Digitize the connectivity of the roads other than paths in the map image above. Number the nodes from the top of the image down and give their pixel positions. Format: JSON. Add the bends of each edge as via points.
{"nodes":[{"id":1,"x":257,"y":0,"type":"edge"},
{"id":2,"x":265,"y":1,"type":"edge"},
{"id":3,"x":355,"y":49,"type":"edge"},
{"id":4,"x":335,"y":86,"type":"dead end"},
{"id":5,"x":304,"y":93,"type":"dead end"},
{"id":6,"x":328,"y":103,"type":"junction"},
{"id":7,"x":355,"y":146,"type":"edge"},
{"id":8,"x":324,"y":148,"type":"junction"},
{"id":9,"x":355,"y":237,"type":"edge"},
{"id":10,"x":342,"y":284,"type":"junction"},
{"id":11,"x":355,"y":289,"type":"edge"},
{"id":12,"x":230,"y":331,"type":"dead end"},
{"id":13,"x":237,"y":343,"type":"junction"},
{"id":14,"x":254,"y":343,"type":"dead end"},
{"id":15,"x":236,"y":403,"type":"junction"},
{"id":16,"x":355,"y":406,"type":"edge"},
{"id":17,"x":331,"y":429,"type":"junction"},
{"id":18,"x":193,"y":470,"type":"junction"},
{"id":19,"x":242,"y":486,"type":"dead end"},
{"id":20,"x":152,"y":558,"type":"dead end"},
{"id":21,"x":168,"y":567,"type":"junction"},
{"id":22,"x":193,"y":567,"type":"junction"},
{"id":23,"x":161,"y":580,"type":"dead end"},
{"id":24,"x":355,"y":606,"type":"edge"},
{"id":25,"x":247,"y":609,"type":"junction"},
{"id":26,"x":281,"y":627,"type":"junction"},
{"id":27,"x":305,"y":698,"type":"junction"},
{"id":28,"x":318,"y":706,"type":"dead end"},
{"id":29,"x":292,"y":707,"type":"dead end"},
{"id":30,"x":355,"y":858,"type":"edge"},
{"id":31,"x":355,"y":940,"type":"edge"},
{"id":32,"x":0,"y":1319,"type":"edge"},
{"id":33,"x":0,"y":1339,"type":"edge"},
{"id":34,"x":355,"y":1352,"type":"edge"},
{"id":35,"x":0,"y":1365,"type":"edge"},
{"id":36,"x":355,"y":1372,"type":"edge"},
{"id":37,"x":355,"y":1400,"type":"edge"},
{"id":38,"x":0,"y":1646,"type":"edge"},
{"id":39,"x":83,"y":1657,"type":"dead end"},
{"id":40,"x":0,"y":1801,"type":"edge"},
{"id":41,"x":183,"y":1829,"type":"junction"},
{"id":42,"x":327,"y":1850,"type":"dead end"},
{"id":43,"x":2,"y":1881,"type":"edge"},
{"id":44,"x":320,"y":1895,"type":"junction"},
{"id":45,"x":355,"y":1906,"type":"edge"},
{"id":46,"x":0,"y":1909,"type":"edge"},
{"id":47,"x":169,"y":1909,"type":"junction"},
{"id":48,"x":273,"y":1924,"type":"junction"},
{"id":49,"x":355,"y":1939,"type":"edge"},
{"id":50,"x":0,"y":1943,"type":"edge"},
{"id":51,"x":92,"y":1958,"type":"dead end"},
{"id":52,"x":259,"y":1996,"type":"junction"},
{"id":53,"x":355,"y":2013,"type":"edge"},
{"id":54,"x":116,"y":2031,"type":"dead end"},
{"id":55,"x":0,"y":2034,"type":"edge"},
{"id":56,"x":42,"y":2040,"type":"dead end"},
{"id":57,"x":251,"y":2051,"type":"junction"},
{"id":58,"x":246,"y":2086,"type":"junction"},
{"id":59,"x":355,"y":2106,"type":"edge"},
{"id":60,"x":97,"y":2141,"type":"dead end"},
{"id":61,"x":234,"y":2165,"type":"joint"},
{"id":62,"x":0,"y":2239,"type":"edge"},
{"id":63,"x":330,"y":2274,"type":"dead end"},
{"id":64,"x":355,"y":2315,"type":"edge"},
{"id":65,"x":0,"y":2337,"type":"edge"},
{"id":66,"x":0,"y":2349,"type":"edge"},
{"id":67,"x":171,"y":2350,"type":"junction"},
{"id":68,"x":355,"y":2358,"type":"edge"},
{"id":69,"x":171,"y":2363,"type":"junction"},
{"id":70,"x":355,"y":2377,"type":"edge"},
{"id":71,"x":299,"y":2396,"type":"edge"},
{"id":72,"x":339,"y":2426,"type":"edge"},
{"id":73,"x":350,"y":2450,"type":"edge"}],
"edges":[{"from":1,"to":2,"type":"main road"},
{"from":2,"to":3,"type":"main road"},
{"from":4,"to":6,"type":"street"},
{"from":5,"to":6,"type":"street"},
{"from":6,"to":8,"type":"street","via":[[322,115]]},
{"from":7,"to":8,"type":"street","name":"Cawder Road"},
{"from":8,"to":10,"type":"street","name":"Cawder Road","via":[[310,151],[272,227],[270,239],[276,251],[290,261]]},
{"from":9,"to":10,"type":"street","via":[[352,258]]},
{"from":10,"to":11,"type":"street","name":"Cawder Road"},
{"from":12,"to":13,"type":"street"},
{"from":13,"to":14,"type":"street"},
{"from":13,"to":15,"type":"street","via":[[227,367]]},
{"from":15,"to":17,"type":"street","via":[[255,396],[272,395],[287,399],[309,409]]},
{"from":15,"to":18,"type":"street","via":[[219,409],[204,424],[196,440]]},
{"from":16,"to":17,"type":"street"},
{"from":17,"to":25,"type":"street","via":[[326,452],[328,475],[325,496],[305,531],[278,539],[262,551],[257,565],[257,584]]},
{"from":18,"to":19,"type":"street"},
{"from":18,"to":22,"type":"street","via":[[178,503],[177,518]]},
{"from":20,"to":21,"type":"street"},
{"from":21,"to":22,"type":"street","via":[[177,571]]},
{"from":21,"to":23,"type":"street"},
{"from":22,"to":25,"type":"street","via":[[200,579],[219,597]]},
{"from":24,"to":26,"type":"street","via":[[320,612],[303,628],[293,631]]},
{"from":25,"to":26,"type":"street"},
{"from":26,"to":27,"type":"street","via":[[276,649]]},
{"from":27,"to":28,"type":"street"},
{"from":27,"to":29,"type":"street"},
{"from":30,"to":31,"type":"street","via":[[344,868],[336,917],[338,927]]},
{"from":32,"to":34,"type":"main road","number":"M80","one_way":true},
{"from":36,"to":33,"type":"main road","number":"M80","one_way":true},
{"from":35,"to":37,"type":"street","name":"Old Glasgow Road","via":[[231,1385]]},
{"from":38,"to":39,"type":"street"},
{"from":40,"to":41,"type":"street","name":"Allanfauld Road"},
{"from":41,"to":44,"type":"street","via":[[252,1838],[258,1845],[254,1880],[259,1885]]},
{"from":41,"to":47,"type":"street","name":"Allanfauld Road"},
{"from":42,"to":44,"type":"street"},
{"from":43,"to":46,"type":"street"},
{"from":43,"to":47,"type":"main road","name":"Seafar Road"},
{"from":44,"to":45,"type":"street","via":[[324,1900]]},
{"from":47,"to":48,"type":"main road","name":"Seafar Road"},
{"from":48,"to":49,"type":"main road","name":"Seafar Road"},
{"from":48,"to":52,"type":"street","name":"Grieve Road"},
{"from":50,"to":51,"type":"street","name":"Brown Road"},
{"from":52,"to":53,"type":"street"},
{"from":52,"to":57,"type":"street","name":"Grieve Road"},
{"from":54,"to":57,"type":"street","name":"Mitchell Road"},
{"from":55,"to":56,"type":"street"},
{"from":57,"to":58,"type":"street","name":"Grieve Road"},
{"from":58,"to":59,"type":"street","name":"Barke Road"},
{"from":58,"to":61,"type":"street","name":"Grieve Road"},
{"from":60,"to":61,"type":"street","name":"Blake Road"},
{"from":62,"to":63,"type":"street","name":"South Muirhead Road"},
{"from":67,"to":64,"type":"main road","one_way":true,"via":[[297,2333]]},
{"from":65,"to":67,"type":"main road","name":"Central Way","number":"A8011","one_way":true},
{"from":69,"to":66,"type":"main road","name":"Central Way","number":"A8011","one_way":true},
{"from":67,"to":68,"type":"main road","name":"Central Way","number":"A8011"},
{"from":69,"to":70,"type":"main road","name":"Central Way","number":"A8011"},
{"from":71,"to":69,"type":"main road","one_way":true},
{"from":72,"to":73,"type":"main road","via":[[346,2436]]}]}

-- -- --

■ **TASK INSTRUCTIONS**:
Search the records for the word "Cawder", then list every line that has it.

■ **TASK RESULT**:
{"from":7,"to":8,"type":"street","name":"Cawder Road"},
{"from":8,"to":10,"type":"street","name":"Cawder Road","via":[[310,151],[272,227],[270,239],[276,251],[290,261]]},
{"from":10,"to":11,"type":"street","name":"Cawder Road"},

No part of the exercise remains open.